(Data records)
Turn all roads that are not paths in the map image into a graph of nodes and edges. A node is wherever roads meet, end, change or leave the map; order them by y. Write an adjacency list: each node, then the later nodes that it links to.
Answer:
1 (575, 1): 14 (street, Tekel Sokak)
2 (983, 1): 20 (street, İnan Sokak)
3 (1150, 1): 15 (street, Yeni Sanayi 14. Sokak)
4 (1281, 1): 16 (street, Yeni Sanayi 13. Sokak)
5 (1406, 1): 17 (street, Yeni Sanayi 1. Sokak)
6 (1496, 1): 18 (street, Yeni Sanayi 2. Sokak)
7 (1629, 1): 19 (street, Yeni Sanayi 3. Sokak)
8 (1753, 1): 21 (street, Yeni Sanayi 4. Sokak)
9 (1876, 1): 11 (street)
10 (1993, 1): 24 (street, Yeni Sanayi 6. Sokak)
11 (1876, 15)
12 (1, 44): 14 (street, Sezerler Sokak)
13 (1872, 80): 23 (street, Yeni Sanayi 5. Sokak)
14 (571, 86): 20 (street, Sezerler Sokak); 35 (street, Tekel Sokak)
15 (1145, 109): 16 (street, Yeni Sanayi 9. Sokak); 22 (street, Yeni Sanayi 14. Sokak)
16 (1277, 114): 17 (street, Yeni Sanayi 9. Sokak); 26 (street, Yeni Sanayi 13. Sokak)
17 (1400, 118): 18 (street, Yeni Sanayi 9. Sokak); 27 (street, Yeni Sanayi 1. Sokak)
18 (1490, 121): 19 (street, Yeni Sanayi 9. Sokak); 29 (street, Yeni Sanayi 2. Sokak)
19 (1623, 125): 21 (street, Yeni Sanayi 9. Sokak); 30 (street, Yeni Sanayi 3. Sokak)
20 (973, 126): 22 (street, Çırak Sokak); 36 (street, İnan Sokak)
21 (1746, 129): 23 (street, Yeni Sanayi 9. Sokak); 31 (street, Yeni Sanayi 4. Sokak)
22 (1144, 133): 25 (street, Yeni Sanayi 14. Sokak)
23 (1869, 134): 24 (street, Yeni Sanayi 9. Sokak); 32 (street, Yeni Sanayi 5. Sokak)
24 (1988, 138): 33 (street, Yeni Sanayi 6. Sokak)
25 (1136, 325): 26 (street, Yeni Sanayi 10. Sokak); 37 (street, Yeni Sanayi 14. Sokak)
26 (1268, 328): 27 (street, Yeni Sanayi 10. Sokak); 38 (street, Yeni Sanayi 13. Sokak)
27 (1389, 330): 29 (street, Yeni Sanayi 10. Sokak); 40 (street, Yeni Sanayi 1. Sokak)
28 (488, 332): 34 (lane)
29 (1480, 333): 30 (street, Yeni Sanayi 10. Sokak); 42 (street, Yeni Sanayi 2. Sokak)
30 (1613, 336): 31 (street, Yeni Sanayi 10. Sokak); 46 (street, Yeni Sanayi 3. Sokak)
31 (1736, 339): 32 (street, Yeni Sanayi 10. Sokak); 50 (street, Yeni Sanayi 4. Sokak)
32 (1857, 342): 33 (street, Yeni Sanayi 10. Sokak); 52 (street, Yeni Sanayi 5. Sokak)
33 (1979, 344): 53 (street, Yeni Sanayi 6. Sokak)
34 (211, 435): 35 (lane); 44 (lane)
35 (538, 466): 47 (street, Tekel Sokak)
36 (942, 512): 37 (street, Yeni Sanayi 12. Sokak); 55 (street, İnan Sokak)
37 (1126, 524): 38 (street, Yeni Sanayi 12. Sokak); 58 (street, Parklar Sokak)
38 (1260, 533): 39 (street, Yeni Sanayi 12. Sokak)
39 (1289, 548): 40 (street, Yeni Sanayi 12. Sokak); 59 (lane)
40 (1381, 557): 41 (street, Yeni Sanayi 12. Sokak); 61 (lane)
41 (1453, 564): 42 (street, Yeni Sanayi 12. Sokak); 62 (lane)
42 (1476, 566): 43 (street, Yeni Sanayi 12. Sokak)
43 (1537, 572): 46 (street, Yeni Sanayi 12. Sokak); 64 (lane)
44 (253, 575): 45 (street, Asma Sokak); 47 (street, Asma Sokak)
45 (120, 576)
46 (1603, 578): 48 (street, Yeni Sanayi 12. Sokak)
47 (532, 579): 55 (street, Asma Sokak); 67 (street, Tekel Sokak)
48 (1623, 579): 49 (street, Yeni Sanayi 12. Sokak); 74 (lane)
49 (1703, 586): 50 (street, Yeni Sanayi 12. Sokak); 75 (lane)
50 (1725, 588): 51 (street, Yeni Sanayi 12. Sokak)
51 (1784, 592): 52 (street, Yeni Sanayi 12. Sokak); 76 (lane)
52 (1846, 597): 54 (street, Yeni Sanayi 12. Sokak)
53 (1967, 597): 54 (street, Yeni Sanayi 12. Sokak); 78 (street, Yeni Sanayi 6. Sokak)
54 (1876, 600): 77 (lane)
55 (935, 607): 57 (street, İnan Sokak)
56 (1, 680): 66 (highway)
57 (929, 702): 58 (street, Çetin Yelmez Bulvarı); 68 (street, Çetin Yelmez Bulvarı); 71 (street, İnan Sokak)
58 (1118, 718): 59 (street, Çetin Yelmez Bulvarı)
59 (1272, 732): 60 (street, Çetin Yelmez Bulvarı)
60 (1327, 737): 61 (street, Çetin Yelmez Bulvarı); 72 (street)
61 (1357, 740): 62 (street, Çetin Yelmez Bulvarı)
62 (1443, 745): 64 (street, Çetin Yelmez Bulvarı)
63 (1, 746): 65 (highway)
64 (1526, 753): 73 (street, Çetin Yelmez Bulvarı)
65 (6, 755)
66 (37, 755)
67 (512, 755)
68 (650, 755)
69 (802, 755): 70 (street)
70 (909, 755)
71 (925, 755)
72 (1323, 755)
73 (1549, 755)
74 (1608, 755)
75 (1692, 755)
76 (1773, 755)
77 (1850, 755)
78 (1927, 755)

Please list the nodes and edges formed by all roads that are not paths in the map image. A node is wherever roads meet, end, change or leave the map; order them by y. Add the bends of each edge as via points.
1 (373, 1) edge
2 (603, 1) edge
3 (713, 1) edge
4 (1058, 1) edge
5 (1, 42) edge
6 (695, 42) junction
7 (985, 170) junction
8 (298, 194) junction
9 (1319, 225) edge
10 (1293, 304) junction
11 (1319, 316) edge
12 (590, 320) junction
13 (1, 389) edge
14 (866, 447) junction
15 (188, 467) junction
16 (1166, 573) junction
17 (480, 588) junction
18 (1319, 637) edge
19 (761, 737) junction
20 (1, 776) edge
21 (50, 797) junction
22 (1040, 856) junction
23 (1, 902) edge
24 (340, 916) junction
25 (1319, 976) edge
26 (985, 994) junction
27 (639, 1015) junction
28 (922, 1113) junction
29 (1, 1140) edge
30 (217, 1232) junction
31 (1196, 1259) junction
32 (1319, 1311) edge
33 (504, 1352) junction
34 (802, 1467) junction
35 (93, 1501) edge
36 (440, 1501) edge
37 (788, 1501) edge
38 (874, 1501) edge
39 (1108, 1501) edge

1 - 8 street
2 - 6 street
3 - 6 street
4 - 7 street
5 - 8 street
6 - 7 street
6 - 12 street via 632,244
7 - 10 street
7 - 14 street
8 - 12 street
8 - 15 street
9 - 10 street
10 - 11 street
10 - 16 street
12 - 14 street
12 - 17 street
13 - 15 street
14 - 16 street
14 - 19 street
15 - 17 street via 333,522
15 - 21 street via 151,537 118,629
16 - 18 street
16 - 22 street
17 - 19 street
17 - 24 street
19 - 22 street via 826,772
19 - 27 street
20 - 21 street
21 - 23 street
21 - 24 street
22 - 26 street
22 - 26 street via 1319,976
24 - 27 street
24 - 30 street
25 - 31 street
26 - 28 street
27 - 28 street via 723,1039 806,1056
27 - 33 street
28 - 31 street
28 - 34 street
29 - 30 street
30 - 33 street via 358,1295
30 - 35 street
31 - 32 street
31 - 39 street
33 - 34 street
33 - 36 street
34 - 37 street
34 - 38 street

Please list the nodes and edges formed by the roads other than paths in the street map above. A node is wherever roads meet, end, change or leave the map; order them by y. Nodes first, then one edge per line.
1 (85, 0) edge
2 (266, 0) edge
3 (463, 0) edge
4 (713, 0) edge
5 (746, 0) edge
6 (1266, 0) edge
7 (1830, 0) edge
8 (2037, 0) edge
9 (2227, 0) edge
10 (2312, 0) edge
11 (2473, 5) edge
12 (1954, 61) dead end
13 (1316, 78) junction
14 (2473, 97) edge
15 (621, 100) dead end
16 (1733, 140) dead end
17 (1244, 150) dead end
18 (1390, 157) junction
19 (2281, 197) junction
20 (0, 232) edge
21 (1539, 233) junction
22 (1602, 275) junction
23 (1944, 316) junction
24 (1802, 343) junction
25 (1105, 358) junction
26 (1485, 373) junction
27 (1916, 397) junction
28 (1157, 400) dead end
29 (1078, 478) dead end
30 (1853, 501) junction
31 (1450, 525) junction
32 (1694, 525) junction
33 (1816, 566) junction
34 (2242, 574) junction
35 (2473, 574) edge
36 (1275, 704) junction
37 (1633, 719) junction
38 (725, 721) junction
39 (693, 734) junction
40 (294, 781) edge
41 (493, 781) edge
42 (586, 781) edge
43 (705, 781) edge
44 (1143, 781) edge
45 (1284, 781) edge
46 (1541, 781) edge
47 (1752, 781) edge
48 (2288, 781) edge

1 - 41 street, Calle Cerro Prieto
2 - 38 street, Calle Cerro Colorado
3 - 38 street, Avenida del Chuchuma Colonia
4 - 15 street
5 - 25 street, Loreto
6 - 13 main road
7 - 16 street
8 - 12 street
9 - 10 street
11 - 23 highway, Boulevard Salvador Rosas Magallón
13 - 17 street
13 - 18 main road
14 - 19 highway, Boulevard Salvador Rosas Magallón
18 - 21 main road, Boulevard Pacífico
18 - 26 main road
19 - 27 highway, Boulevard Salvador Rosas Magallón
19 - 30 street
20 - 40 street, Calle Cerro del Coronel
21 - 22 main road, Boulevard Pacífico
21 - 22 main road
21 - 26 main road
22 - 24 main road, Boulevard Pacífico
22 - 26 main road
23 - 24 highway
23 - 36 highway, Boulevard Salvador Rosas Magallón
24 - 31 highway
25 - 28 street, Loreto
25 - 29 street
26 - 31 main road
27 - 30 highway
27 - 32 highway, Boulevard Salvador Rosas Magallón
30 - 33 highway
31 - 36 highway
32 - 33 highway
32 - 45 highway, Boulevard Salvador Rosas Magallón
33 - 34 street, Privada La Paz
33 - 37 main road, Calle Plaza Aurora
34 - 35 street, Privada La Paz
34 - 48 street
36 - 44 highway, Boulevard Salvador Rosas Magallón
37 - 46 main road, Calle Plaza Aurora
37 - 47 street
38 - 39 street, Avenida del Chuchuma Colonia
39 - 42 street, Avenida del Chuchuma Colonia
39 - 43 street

_EXERCISE_
Go through the entries and return each line where the word "Rosas" occurs.

_SOLUTION TO THIS PROBLEM_
11 - 23 highway, Boulevard Salvador Rosas Magallón
14 - 19 highway, Boulevard Salvador Rosas Magallón
19 - 27 highway, Boulevard Salvador Rosas Magallón
23 - 36 highway, Boulevard Salvador Rosas Magallón
27 - 32 highway, Boulevard Salvador Rosas Magallón
32 - 45 highway, Boulevard Salvador Rosas Magallón
36 - 44 highway, Boulevard Salvador Rosas Magallón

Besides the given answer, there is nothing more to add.